Предположим, однако, что собеседник Паскаля имеет возможность регулярно играть в азартные игры. Предварительно рассмотрев ситуацию, он предпочитает пойти к мессе, а не поиграть, потому что первая заставит его поверить и обещает ему вечное блаженство. Однако, по логике гиперболического дисконтирования, имманентная возможность играть в азартные игры вызывает инверсию предпочтений. У него появится намерение сыграть еще один раз, а затем начать ходить к мессе. Вслед за блаженным Августином он скажет: «Дай мне целомудрие и воздержание, но не сейчас». Однако на следующей неделе он рассудит таким же образом. Так сама структура дисконтирования во времени, обеспечивающая более высокую настоящую ценность вечного блаженства, помешает игроку предпринять шаги для его достижения.

Слабость воли

Как показывает этот пример, гиперболическое дисконтирование может прояснить классическую проблему слабости воли. Слабовольный (или акратический) человек характеризуется следующим образом:

1. Он имеет основание сделать Х.

2. Он имеет основание сделать Y.

3. Согласно его собственному суждению, у него есть более веское основание сделать Х, чем Y.

4. Он делает Y.

Часто именно эмоции считаются способными предопределять действия агента, противоречащие его здравому суждению. Когда Медея в пьесе Еврипида собирается убить своих детей, она говорит: «Я ведаю, какое зло я совершаю. Но ярость моя сильнее последующих раздумий». По версии Овидия, она говорит: «Неведомая сила влечет меня вниз вопреки воле.
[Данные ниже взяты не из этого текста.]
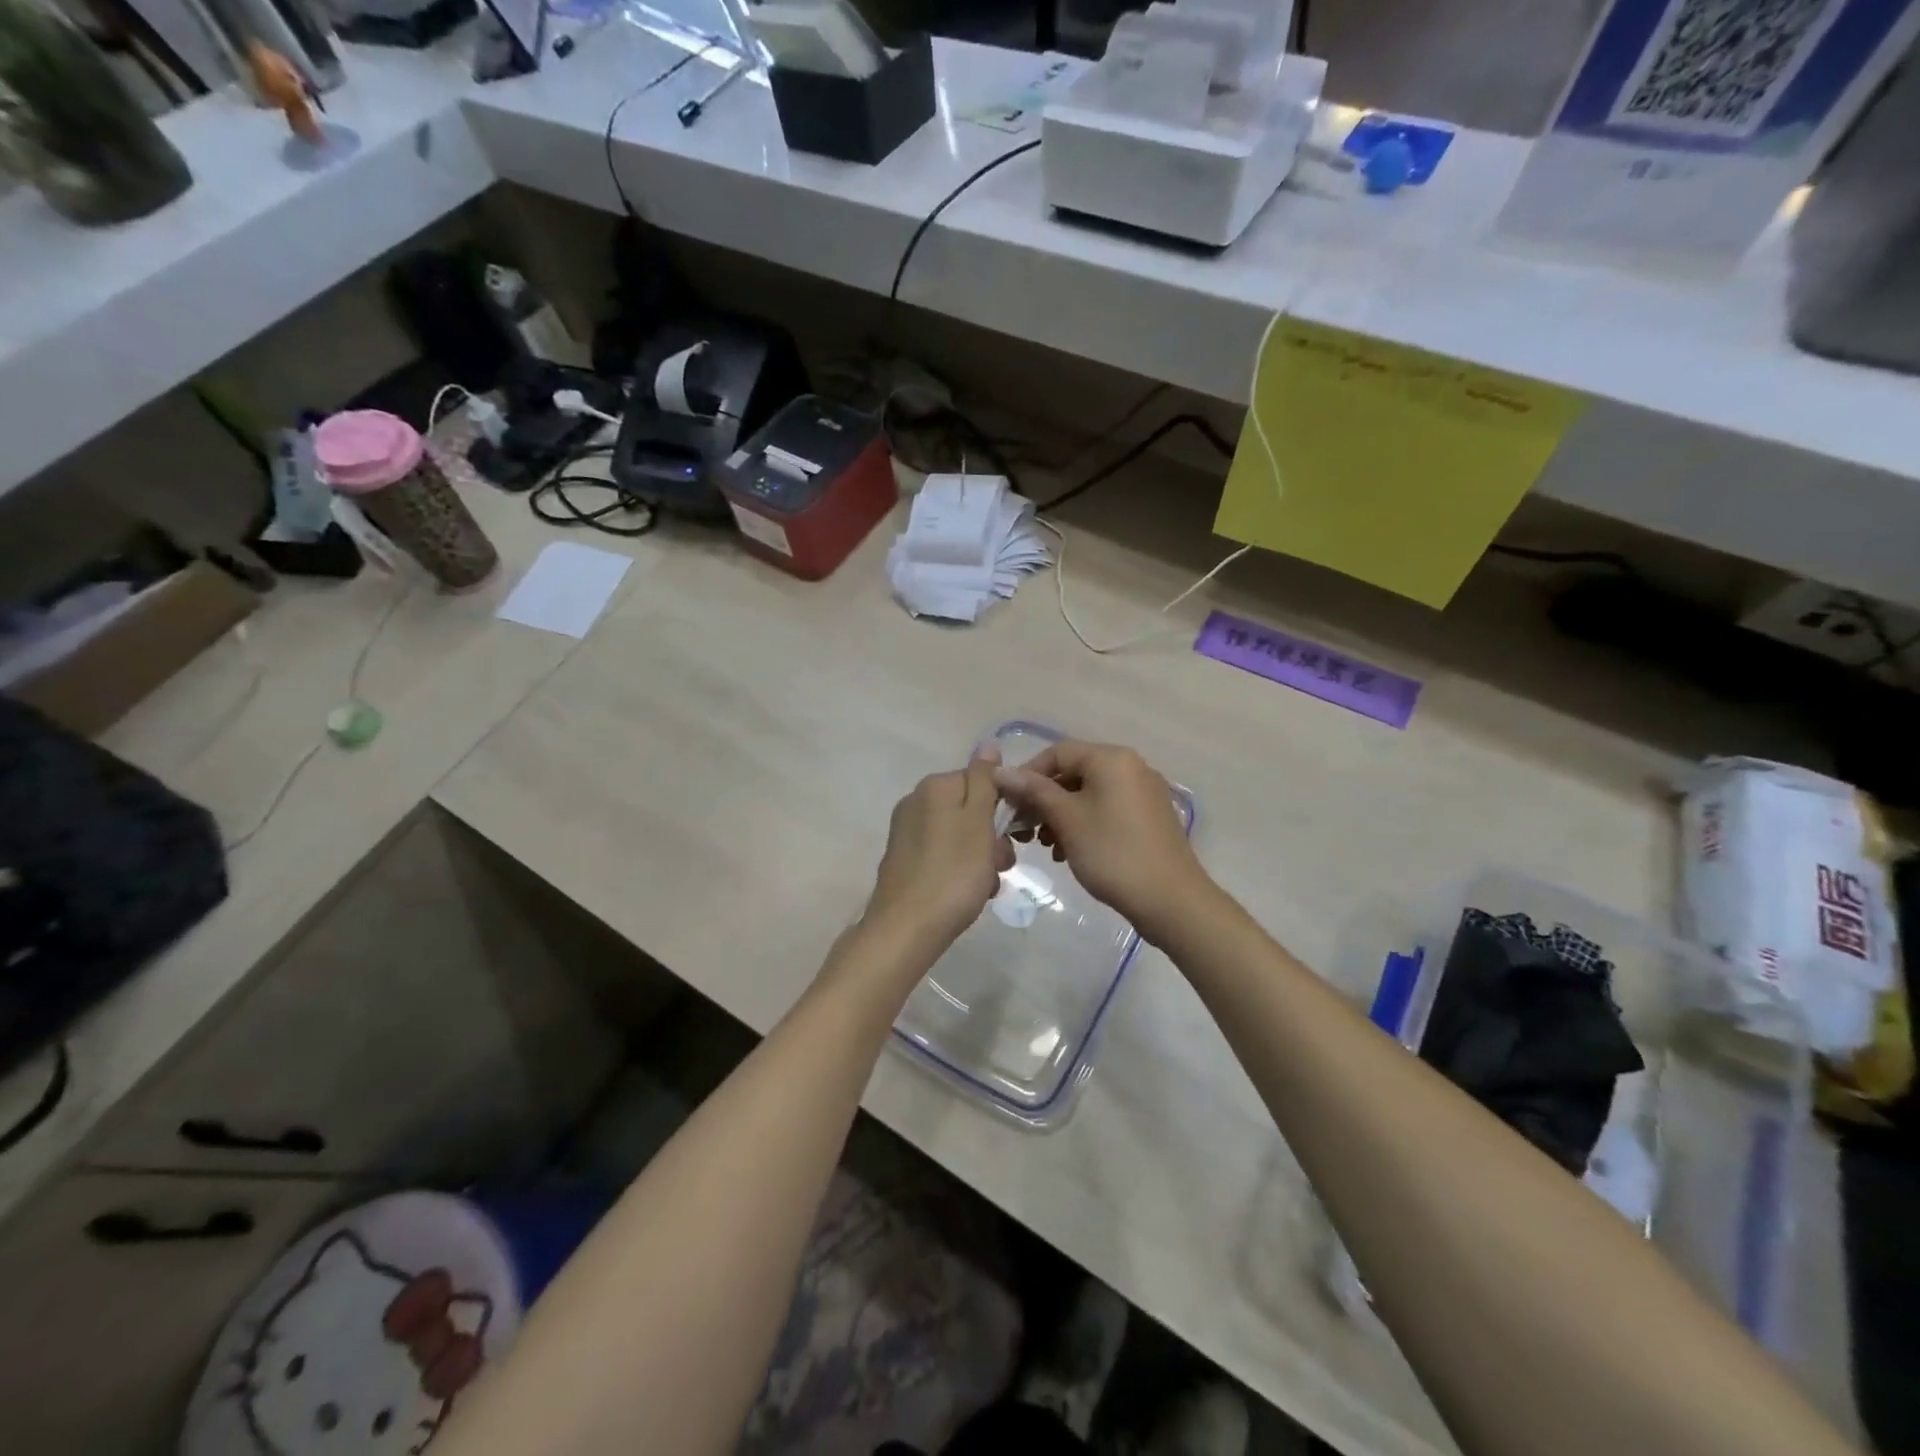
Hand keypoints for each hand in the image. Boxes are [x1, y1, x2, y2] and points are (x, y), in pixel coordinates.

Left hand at [861, 745, 1014, 957]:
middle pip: (970, 808)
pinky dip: (961, 870)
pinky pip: (944, 855)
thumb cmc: (953, 873)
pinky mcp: (904, 859)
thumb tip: (988, 743)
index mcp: (934, 787)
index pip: (981, 780)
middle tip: (1001, 865)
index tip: (1015, 836)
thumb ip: (984, 781)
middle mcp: (916, 801)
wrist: (906, 929)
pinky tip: (969, 894)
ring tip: (987, 885)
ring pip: (960, 835)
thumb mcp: (978, 823)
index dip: (1003, 807)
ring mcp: (907, 832)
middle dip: (992, 836)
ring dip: (981, 857)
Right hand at [993, 740, 1209, 940]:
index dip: (1028, 774)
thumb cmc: (1113, 853)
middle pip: (1074, 772)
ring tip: (1045, 845)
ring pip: (1089, 794)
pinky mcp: (1149, 817)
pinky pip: (1107, 809)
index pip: (1058, 752)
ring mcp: (1144, 792)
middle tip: (1023, 829)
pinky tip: (1068, 851)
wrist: (1170, 900)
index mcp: (1112, 759)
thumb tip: (1001, 771)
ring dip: (1061, 815)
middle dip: (1044, 799)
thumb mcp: (1067, 819)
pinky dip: (1083, 823)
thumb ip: (1034, 791)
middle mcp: (1131, 767)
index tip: (1008, 803)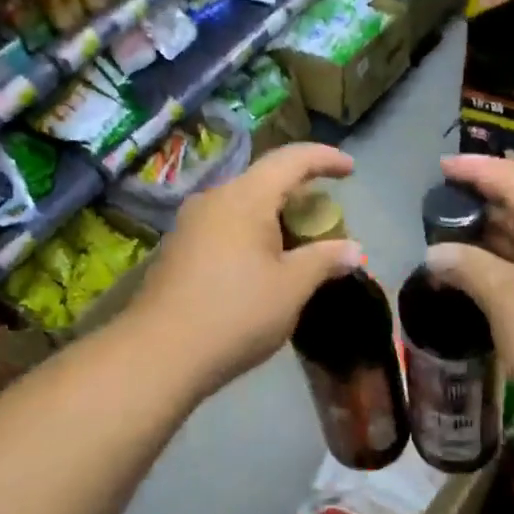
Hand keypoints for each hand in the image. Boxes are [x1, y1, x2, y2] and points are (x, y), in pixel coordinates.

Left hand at [130, 143, 364, 395]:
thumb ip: (325, 260)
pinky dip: (252, 235)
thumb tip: (354, 250)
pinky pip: (225, 227)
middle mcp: (214, 199)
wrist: (159, 354)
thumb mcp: (292, 287)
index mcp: (245, 197)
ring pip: (243, 206)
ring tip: (298, 244)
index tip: (350, 168)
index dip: (324, 158)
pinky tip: (262, 266)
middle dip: (300, 193)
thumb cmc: (236, 313)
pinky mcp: (177, 250)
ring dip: (274, 217)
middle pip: (264, 181)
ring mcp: (190, 225)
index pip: (291, 160)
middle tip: (327, 218)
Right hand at [425, 154, 513, 425]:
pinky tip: (494, 268)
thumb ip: (467, 266)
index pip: (513, 177)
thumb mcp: (505, 300)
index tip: (441, 166)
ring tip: (461, 234)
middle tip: (446, 204)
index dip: (474, 170)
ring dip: (502, 232)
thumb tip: (435, 252)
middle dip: (487, 201)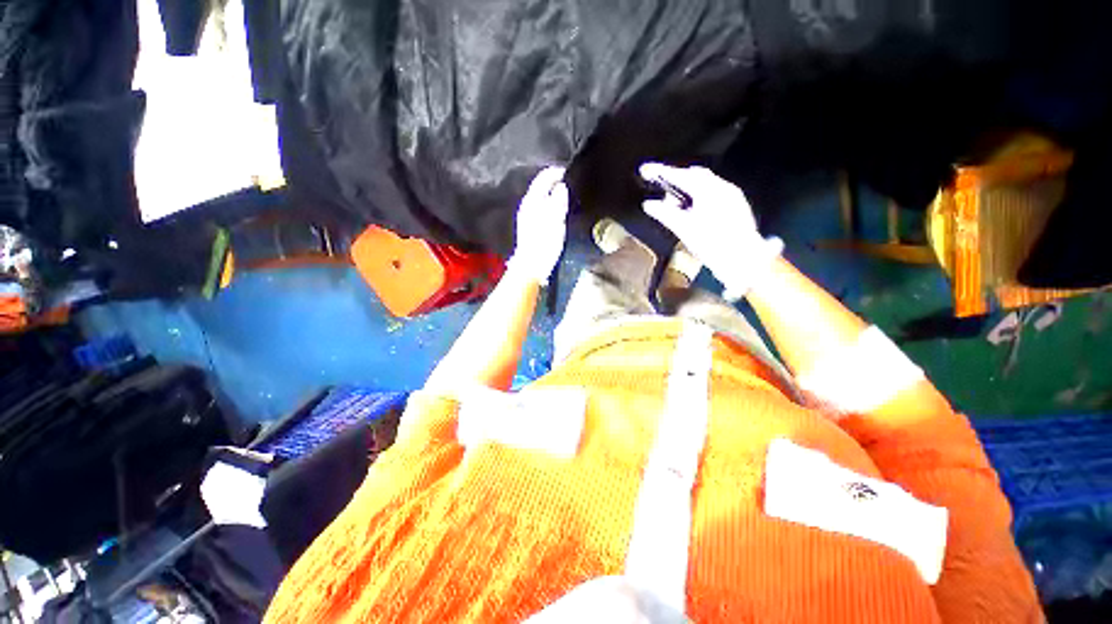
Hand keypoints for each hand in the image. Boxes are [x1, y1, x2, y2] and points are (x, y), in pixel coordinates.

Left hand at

Понукаемая то в одну, то в другую сторону… я вижу добро, но следую по пути зла».

Эти признания, подобно четырем высказываниям, использованным для характеристики слабоволия, являются двусмысленными и неопределенными, поскольку в них отсутствует упоминание того, когда, как предполагается, они должны быть истинными. Давайте дадим строгое определение слабоволия следующим образом:

1. Человек имеет основание сделать Х.

2. Человек имеет основание сделать Y.

3. Человек делает Y, полагая в момент совершения действия, что основания для совершения Х более веские, чем основания для совершения Y.
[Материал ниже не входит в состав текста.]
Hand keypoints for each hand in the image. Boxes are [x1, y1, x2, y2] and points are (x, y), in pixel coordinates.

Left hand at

Представим человека, который принял решение бросить курить и идет на вечеринку, где ему предложат сигарету. Он примет предложение, хотя знает, что ему не следует этого делать. Человек, сидящий на диете, может угоститься десертом, сознавая, что это лучшая идея. Хотя такая концепция слабости воли вполне возможна, она наталкивается на две эмпирические проблемы. Проще предположить, что здравое рассуждение изменилось за доли секунды до совершения действия, чем считать, что действие и здравое суждение сосуществует в одно и то же время. Кроме того, насколько я знаю, никто не установил причинно-следственный механизм, при помощи которого желание сделать Y приобретает бо́льшую побудительную силу, чем желание сделать Х.
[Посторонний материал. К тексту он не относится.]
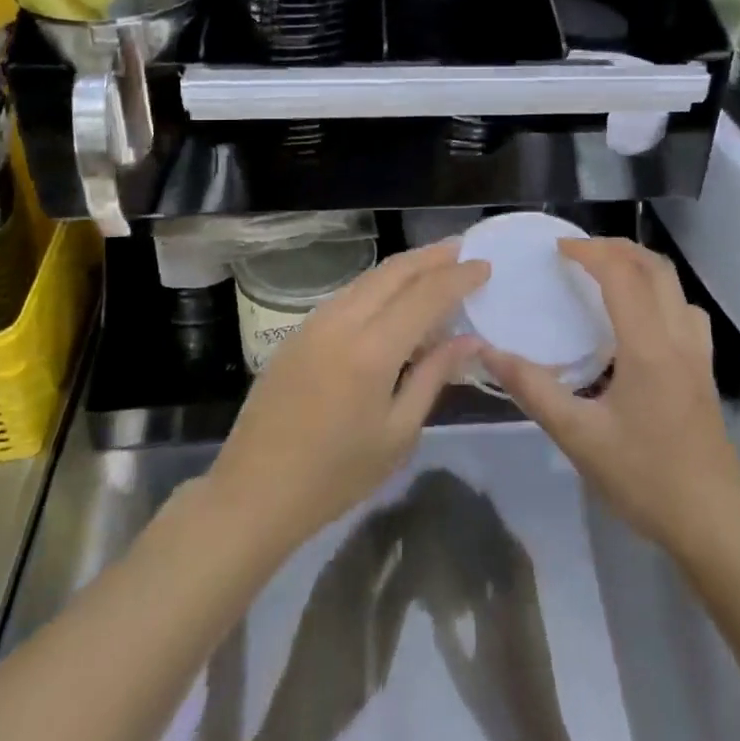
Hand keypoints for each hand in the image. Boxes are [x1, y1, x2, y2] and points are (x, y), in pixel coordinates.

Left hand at [206, 241, 489, 550]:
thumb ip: (433, 377)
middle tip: (462, 249)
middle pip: (393, 272)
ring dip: (404, 267)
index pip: (425, 295)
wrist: (255, 491)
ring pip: (367, 279)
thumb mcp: (398, 433)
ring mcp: (314, 323)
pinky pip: (348, 294)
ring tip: (434, 265)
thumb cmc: (336, 475)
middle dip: (431, 257)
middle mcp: (342, 322)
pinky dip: (378, 286)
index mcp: (371, 350)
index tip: (484, 265)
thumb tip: (469, 340)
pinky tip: (392, 297)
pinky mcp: (298, 332)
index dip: (458, 277)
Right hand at [484, 238, 739, 553]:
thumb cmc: (644, 478)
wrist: (712, 522)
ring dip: (640, 266)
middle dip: (615, 248)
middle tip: (578, 252)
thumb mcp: (578, 437)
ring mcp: (698, 353)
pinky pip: (685, 310)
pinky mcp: (705, 371)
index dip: (588, 252)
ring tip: (606, 274)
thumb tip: (490, 353)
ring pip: (675, 286)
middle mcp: (679, 338)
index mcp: (648, 347)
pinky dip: (659, 293)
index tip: (556, 249)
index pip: (621, 275)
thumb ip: (533, 390)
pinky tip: (639, 319)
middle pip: (655, 267)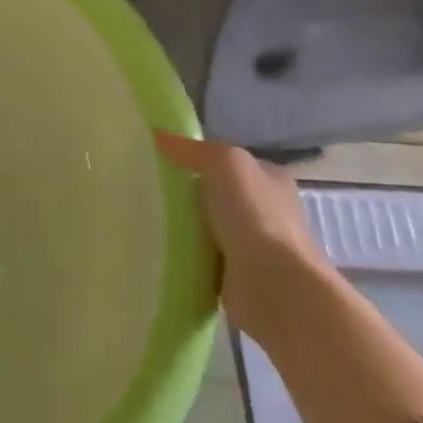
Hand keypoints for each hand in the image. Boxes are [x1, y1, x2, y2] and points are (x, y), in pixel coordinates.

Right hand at [154, 130, 330, 336]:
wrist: (275, 286)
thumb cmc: (255, 216)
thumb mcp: (225, 163)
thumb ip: (193, 150)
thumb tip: (159, 135)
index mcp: (270, 181)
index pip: (232, 164)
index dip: (201, 159)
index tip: (165, 161)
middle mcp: (267, 212)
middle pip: (218, 196)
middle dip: (189, 195)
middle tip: (149, 189)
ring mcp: (254, 247)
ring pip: (209, 227)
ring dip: (185, 227)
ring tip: (147, 217)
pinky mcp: (238, 277)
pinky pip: (203, 258)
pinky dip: (186, 254)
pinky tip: (161, 248)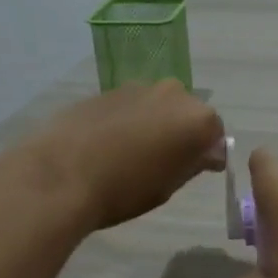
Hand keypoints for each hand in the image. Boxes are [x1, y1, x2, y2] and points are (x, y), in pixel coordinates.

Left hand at [17, 81, 224, 231]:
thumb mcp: (168, 186)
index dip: (208, 153)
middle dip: (182, 133)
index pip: (216, 134)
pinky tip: (111, 144)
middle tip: (166, 162)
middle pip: (188, 113)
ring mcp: (138, 87)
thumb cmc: (124, 189)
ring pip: (158, 106)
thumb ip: (193, 164)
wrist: (61, 174)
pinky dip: (130, 120)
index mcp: (197, 119)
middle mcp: (173, 93)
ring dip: (155, 124)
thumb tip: (207, 153)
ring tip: (135, 154)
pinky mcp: (108, 90)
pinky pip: (131, 105)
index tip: (196, 171)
Чтобы обойти эти проблемы, мы можем дать широкое определение слабоволию, которое позволит развести во времени суждение агента о том, что ему нужно сделать Х, и выбор Y:

1. Человек имеет основание сделать Х.

2. Человек имеет основание сделать Y.

3. По спокойному и здравому рассуждению, основания для совершения Х является более веским, чем основание для совершения Y.

4. Человек делает Y.

Сократ отрицал, что слабоволие в строгом смысле возможно. Аристотель тоже близко подошел к подобному утверждению. Он допускал слабоволие в более широком смысле, приводя пример человека, чья способность к суждению в момент совершения поступка находится под действием алкоголя. Предположим, я иду на вечеринку в офисе, слишком много пью, оскорбляю своего начальника и пристаю с домогательствами к его жене. В тот момент эти действия кажутся совершенно естественными. Но если бы кто-нибудь предположил до этого, что я способен на такое, я отверг бы подобные мысли как не совместимые с моим спокойным, здравым рассуждением. Если бы меня убедили в том, что мое здравое суждение может раствориться в алкоголе, я остался бы дома. После произошедшего я могу горько сожалеть о своем поведении.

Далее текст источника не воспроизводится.